Can You Simplify csc(θ) - sin(θ) to cos(θ)cot(θ)?

[lwelch70]

csc(theta) - sin(theta) = cos(theta)*cot(theta)

I'm supposed to write a proof for this but to be honest I'm not really sure where I should even start. The prof taught to take one side of the equation and simply manipulate each part into its equivalent until the other side of the equation was reached (if that makes sense). I just can't seem to get it flowing.

 

[lwelch70]

Some work I'm trying,

I know that csc(theta) = 1/sin(theta). But if I substitute for this I simply get [1/sin(theta)] - sin(theta).

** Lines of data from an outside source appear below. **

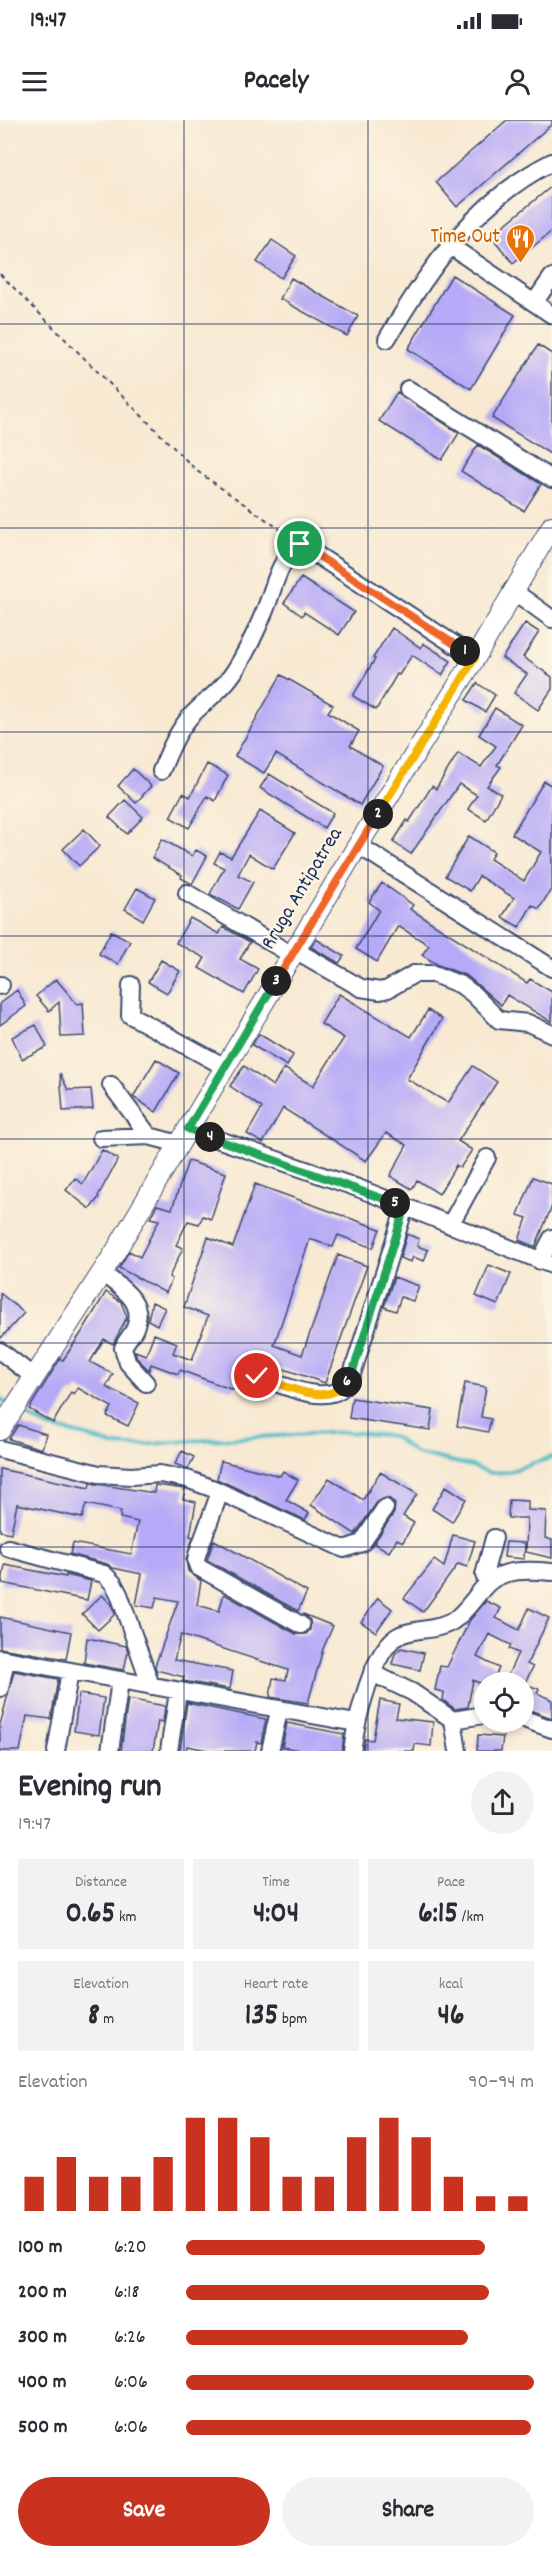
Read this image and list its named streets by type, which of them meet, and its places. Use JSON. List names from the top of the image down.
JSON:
{
  "streets": {
    "main road": ["Rruga Antipatrea"]
  },
  "places": {
    "restaurant": ["Time Out"]
  },
  "page": {
    "status": "19:47",
    "header": "Pacely",
    "pins": [
      "1",
      "2",
      "3",
      "4",
      "5",
      "6"
    ],
    "heading": ["Evening run", "19:47"],
    "stats": [
      ["Distance", "0.65 km"],
      ["Time", "4:04"],
      ["Pace", "6:15 /km"],
      ["Elevation", "8 m"],
      ["Heart rate", "135 bpm"],
      ["kcal", "46"]
    ],
    "chart": ["Elevation", "90–94 m"],
    "list": [
      {
        "name": "100 m",
        "note": "6:20"
      },
      {
        "name": "200 m",
        "note": "6:18"
      },
      {
        "name": "300 m",
        "note": "6:26"
      },
      {
        "name": "400 m",
        "note": "6:06"
      },
      {
        "name": "500 m",
        "note": "6:06"
      }
    ],
    "buttons": ["Save", "Share"]
  }
}
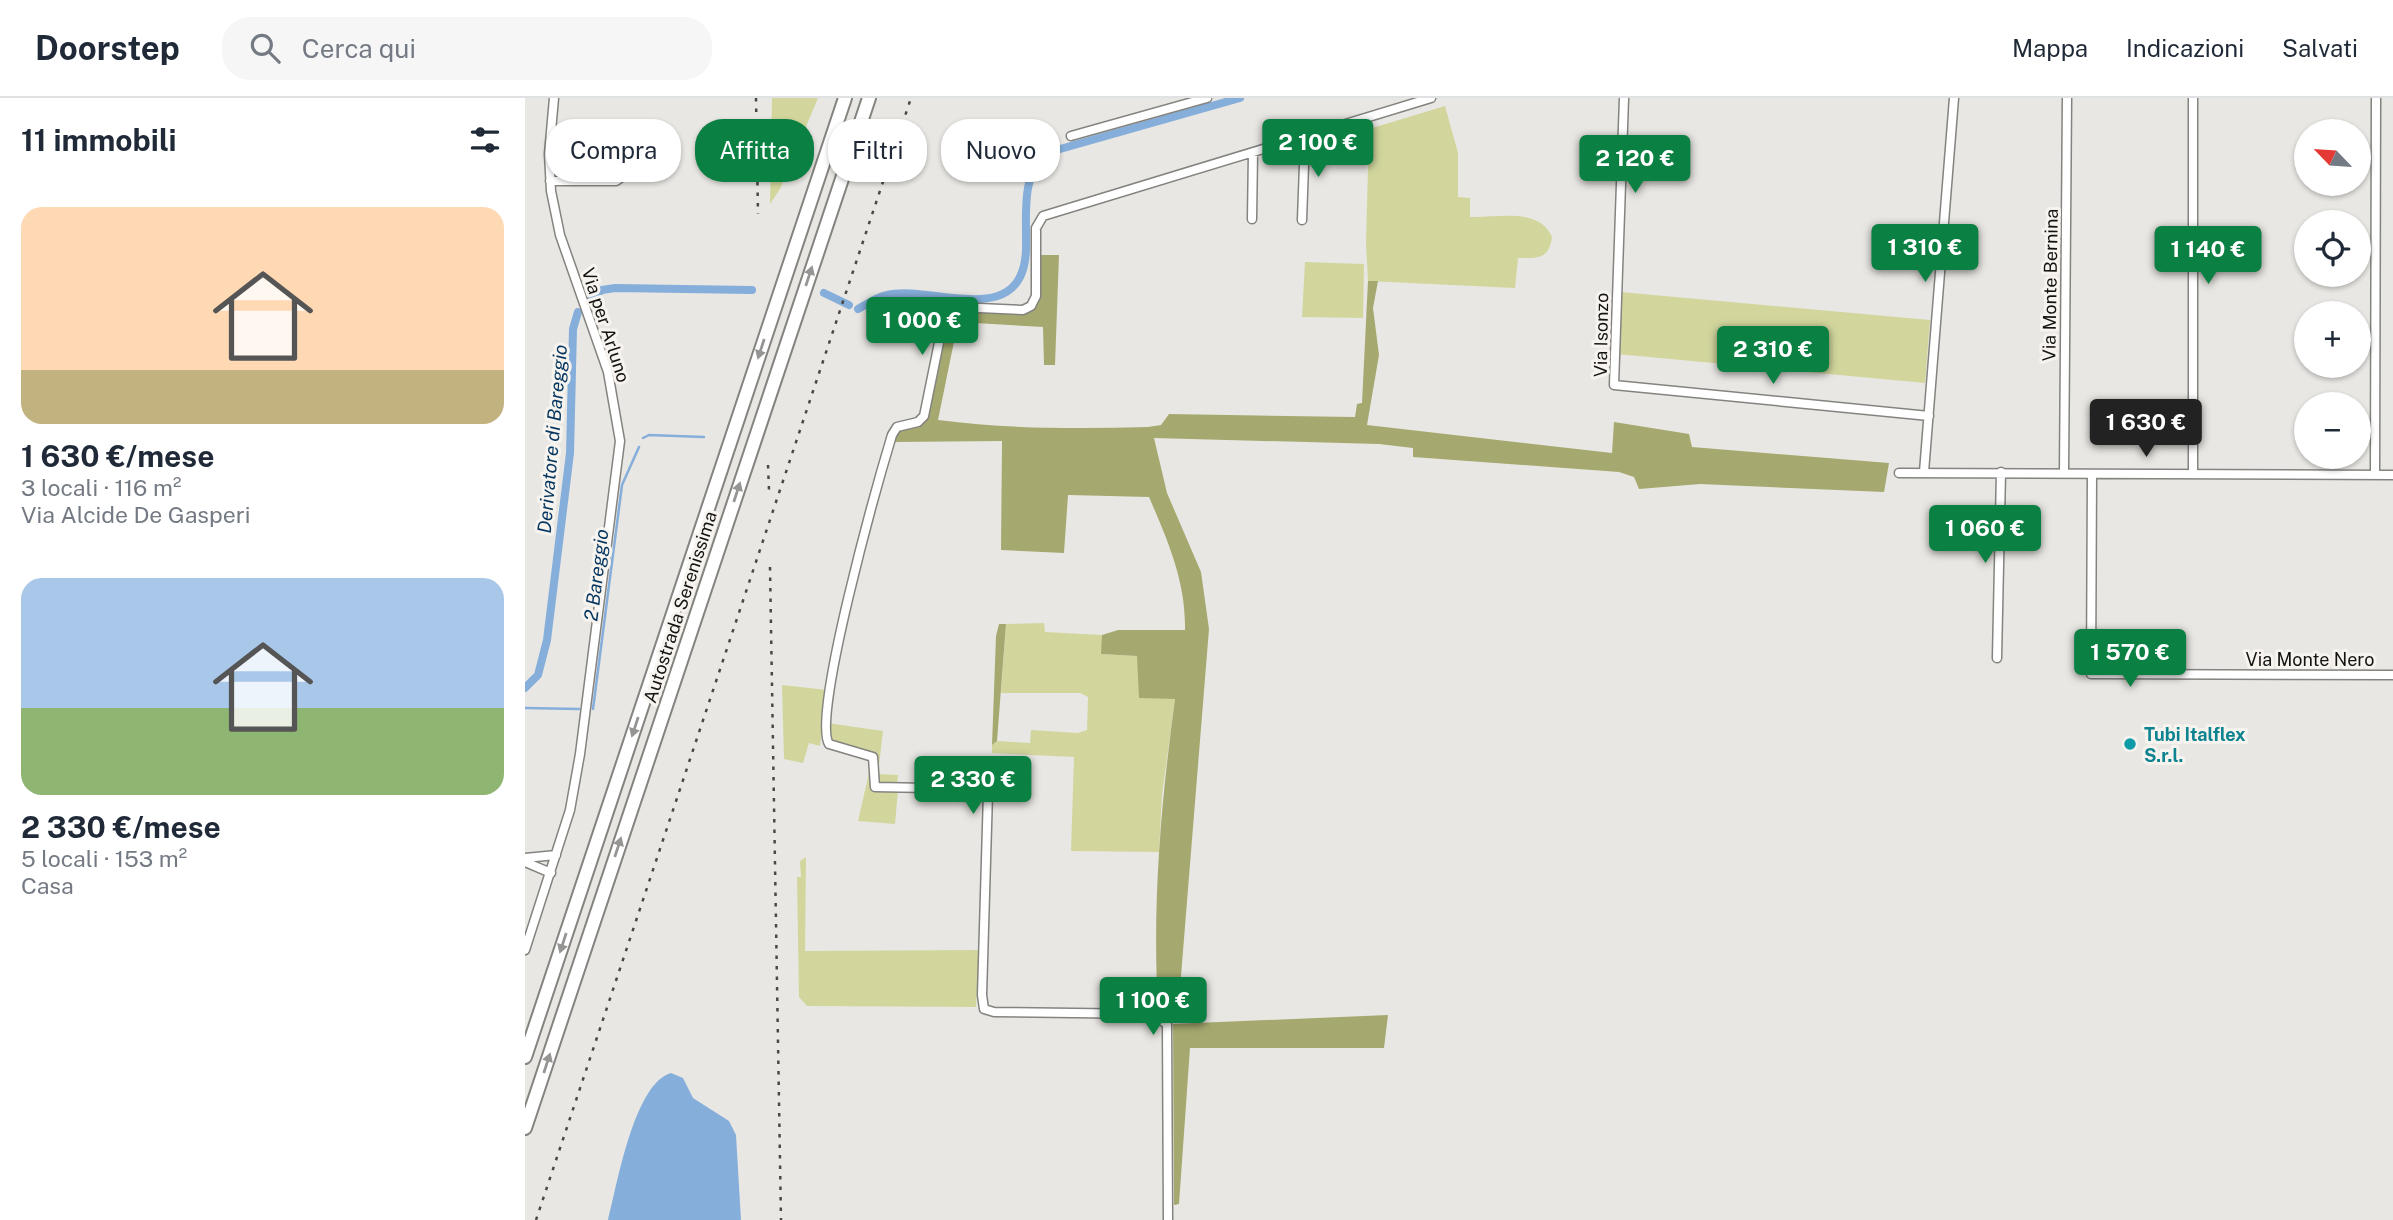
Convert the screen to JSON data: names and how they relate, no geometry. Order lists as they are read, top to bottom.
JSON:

I'm just really stuck and could use a start as to how to go about proving this.

 

[physicsman2]

actually this identity isn't that challenging

as you said csc = 1/sin *i'm not going to keep saying theta, you should know it's there

so then you'll have 1/sin - sin, find common denominator by just multiplying sin by sin/sin to get (1 - sin^2)/sin

1-sin^2 is just cos^2, so know you have (cos^2)/sin, which is just cos(cot)

understand?

 

[iamthegelo]

Muliply both sides by some thing that will make it look more familiar.

 

[lwelch70]

actually this identity isn't that challenging

as you said csc = 1/sin *i'm not going to keep saying theta, you should know it's there

so then you'll have 1/sin - sin, find common denominator by just multiplying sin by sin/sin to get (1 - sin^2)/sin

1-sin^2 is just cos^2, so know you have (cos^2)/sin, which is just cos(cot)

understand?

Muliply both sides by some thing that will make it look more familiar.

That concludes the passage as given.